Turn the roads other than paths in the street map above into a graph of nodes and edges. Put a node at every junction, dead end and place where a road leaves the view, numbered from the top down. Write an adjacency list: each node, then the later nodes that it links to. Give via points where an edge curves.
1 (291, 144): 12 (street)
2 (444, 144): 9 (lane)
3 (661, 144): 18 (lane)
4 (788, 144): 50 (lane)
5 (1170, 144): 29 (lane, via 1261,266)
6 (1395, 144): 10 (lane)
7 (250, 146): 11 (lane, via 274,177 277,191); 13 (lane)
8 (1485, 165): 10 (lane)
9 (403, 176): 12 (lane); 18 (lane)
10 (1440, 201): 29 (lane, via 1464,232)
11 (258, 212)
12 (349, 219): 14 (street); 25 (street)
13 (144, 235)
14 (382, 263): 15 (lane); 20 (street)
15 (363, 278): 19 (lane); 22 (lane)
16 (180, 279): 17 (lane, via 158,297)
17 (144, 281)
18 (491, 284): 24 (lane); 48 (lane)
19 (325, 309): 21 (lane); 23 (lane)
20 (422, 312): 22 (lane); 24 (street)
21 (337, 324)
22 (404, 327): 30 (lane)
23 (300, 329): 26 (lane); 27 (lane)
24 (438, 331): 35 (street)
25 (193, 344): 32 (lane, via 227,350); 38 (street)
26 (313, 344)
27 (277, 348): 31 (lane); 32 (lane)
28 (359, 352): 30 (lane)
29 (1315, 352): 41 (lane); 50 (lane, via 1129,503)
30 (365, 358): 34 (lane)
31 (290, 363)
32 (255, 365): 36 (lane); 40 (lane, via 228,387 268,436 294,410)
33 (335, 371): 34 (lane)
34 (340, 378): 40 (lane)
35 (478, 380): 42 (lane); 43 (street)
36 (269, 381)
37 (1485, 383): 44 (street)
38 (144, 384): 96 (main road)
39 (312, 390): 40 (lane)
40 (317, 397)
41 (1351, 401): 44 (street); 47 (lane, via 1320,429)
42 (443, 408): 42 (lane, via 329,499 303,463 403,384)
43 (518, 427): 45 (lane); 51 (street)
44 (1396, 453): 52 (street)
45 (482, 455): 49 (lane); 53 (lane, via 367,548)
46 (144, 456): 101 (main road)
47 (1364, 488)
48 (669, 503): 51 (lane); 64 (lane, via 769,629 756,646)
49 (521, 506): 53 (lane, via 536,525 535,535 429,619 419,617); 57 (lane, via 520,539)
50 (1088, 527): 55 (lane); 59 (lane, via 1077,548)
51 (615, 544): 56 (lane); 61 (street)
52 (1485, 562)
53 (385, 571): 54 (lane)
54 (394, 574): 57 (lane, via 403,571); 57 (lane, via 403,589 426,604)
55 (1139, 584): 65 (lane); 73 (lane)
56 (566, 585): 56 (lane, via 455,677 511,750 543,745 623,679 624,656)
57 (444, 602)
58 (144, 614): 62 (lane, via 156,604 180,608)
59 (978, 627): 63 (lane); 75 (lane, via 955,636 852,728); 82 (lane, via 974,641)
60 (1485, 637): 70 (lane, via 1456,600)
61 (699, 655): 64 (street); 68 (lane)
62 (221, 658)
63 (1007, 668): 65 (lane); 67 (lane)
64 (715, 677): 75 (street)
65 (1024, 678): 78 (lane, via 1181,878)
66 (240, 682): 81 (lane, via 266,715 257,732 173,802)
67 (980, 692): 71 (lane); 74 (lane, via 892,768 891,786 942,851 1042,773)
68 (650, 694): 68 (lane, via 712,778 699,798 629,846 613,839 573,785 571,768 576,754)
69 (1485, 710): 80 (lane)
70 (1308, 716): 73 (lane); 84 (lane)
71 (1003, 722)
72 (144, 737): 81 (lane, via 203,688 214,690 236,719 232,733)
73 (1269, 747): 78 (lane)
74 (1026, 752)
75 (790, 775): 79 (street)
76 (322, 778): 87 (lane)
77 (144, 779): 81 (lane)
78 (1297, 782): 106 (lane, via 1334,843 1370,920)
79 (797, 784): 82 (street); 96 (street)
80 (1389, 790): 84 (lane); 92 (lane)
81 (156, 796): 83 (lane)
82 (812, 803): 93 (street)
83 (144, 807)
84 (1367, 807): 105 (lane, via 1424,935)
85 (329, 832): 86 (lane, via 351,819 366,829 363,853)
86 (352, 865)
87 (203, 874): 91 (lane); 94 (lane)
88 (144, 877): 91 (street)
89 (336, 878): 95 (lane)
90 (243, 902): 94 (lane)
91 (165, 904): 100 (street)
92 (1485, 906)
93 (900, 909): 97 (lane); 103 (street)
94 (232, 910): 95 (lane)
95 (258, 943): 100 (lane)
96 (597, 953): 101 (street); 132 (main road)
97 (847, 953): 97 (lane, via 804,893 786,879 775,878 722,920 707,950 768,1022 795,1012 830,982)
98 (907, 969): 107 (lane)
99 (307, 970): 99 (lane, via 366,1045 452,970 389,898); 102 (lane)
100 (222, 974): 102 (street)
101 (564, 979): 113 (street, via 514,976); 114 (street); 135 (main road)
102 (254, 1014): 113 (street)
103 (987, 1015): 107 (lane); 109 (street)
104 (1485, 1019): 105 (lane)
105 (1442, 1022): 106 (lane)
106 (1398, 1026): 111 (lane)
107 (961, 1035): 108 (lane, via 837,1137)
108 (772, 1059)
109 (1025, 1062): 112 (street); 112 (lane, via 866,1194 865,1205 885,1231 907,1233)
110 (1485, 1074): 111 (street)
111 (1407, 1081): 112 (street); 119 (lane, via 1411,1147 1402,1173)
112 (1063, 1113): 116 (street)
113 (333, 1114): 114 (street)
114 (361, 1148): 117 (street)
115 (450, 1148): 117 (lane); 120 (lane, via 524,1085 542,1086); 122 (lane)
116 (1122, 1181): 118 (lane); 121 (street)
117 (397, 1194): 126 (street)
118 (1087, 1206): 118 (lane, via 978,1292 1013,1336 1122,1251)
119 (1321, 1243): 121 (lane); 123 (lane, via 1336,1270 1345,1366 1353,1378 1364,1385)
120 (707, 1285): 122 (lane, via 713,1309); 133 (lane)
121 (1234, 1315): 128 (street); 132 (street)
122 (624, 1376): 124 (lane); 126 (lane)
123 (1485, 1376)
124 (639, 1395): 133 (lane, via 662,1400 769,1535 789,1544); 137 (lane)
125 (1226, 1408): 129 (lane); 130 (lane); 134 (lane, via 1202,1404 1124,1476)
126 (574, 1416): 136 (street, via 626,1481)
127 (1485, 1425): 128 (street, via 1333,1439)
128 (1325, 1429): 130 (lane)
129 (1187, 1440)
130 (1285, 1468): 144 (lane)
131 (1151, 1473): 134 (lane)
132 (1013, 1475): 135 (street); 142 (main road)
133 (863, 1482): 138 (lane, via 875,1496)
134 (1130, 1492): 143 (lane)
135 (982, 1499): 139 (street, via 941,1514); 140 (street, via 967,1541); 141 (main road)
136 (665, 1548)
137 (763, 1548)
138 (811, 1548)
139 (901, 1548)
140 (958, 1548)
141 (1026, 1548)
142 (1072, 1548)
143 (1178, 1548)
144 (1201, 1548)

▬▬▬▬▬▬▬▬▬▬

**BRIEF**
Once you have read the records above, set every one of them down again exactly.

**WRITTEN RESPONSE**
Turn the roads other than paths in the street map above into a graph of nodes and edges. Put a node at every junction, dead end and place where a road leaves the view, numbered from the top down. Write an adjacency list: each node, then the later nodes that it links to. Give via points where an edge curves.
1 (291, 144): 12 (street)
2 (444, 144): 9 (lane)
3 (661, 144): 18 (lane)
4 (788, 144): 50 (lane)
5 (1170, 144): 29 (lane, via 1261,266)
6 (1395, 144): 10 (lane)
7 (250, 146): 11 (lane, via 274,177 277,191); 13 (lane)
8 (1485, 165): 10 (lane)
9 (403, 176): 12 (lane); 18 (lane)
10 (1440, 201): 29 (lane, via 1464,232)
11 (258, 212)
12 (349, 219): 14 (street); 25 (street)
13 (144, 235)
14 (382, 263): 15 (lane); 20 (street)
15 (363, 278): 19 (lane); 22 (lane)
16 (180, 279): 17 (lane, via 158,297)
17 (144, 281)
18 (491, 284): 24 (lane); 48 (lane)
19 (325, 309): 21 (lane); 23 (lane)
20 (422, 312): 22 (lane); 24 (street)
21 (337, 324)
22 (404, 327): 30 (lane)
23 (300, 329): 26 (lane); 27 (lane)
24 (438, 331): 35 (street)
25 (193, 344): 32 (lane, via 227,350); 38 (street)
26 (313, 344)
27 (277, 348): 31 (lane); 32 (lane)
28 (359, 352): 30 (lane)
29 (1315, 352): 41 (lane); 50 (lane, via 1129,503)
30 (365, 358): 34 (lane)
31 (290, 363)
32 (255, 365): 36 (lane); 40 (lane, via 228,387 268,436 294,410)
33 (335, 371): 34 (lane)
34 (340, 378): 40 (lane)
35 (478, 380): 42 (lane); 43 (street)
36 (269, 381)
37 (1485, 383): 44 (street)
38 (144, 384): 96 (main road)
39 (312, 390): 40 (lane)
40 (317, 397)
41 (1351, 401): 44 (street); 47 (lane, via 1320,429)
42 (443, 408): 42 (lane, via 329,499 303,463 403,384)
43 (518, 427): 45 (lane); 51 (street)
44 (1396, 453): 52 (street)
45 (482, 455): 49 (lane); 53 (lane, via 367,548)
46 (144, 456): 101 (main road)
47 (1364, 488)
48 (669, 503): 51 (lane); 64 (lane, via 769,629 756,646)
49 (521, 506): 53 (lane, via 536,525 535,535 429,619 419,617); 57 (lane, via 520,539)
50 (1088, 527): 55 (lane); 59 (lane, via 1077,548)
51 (615, 544): 56 (lane); 61 (street)
52 (1485, 562)
53 (385, 571): 54 (lane)
54 (394, 574): 57 (lane, via 403,571); 57 (lane, via 403,589 426,604)
55 (1139, 584): 65 (lane); 73 (lane)
56 (566, 585): 56 (lane, via 455,677 511,750 543,745 623,679 624,656)
57 (444, 602)
58 (144, 614): 62 (lane, via 156,604 180,608)
59 (978, 627): 63 (lane); 75 (lane, via 955,636 852,728); 82 (lane, via 974,641)
60 (1485, 637): 70 (lane, via 1456,600)
61 (699, 655): 64 (street); 68 (lane)
62 (221, 658)
63 (1007, 668): 65 (lane); 67 (lane)
64 (715, 677): 75 (street)
65 (1024, 678): 78 (lane, via 1181,878)
66 (240, 682): 81 (lane, via 266,715 257,732 173,802)
67 (980, 692): 71 (lane); 74 (lane, via 892,768 891,786 942,851 1042,773)
68 (650, 694): 68 (lane, via 712,778 699,798 629,846 613,839 573,785 571,768 576,754)
69 (1485, 710): 80 (lane)
70 (1308, 716): 73 (lane); 84 (lane)
71 (1003, 722)
72 (144, 737): 81 (lane, via 203,688 214,690 236,719 232,733)
73 (1269, 747): 78 (lane)
74 (1026, 752)
75 (790, 775): 79 (street)
76 (322, 778): 87 (lane)
77 (144, 779): 81 (lane)
78 (1297, 782): 106 (lane, via 1334,843 1370,920)
79 (797, 784): 82 (street); 96 (street)
80 (1389, 790): 84 (lane); 92 (lane)
81 (156, 796): 83 (lane)
82 (812, 803): 93 (street)
83 (144, 807)
84 (1367, 807): 105 (lane, via 1424,935)
85 (329, 832): 86 (lane, via 351,819 366,829 363,853)
86 (352, 865)
87 (203, 874): 91 (lane); 94 (lane)
88 (144, 877): 91 (street)
89 (336, 878): 95 (lane)
90 (243, 902): 94 (lane)
91 (165, 904): 100 (street)
92 (1485, 906)
93 (900, 909): 97 (lane); 103 (street)
94 (232, 910): 95 (lane)
95 (258, 943): 100 (lane)
96 (597, 953): 101 (street); 132 (main road)
97 (847, 953): 97 (lane, via 804,893 786,879 775,878 722,920 707,950 768,1022 795,1012 830,982)
98 (907, 969): 107 (lane)
99 (307, 970): 99 (lane, via 366,1045 452,970 389,898); 102 (lane)
100 (222, 974): 102 (street)
101 (564, 979): 113 (street, via 514,976); 114 (street); 135 (main road)
102 (254, 1014): 113 (street)
103 (987, 1015): 107 (lane); 109 (street)
104 (1485, 1019): 105 (lane)
105 (1442, 1022): 106 (lane)
106 (1398, 1026): 111 (lane)
107 (961, 1035): 108 (lane, via 837,1137)
108 (772, 1059)
109 (1025, 1062): 112 (street); 112 (lane, via 866,1194 865,1205 885,1231 907,1233)
110 (1485, 1074): 111 (street)
111 (1407, 1081): 112 (street); 119 (lane, via 1411,1147 1402,1173)
112 (1063, 1113): 116 (street)
113 (333, 1114): 114 (street)
114 (361, 1148): 117 (street)
115 (450, 1148): 117 (lane); 120 (lane, via 524,1085 542,1086); 122 (lane)
116 (1122, 1181): 118 (lane); 121 (street)
117 (397, 1194): 126 (street)
118 (1087, 1206): 118 (lane, via 978,1292 1013,1336 1122,1251)
119 (1321, 1243): 121 (lane); 123 (lane, via 1336,1270 1345,1366 1353,1378 1364,1385)
120 (707, 1285): 122 (lane, via 713,1309); 133 (lane)
121 (1234, 1315): 128 (street); 132 (street)
122 (624, 1376): 124 (lane); 126 (lane)
123 (1485, 1376)
124 (639, 1395): 133 (lane, via 662,1400 769,1535 789,1544); 137 (lane)
125 (1226, 1408): 129 (lane); 130 (lane); 134 (lane, via 1202,1404 1124,1476)
126 (574, 1416): 136 (street, via 626,1481)
127 (1485, 1425): 128 (street, via 1333,1439)
128 (1325, 1429): 130 (lane)
129 (1187, 1440)
130 (1285, 1468): 144 (lane)
131 (1151, 1473): 134 (lane)
132 (1013, 1475): 135 (street); 142 (main road)
133 (863, 1482): 138 (lane, via 875,1496)
134 (1130, 1492): 143 (lane)
135 (982, 1499): 139 (street, via 941,1514); 140 (street, via 967,1541); 141 (main road)
136 (665, 1548)
137 (763, 1548)
138 (811, 1548)
139 (901, 1548)
140 (958, 1548)
141 (1026, 1548)
142 (1072, 1548)
143 (1178, 1548)
144 (1201, 1548)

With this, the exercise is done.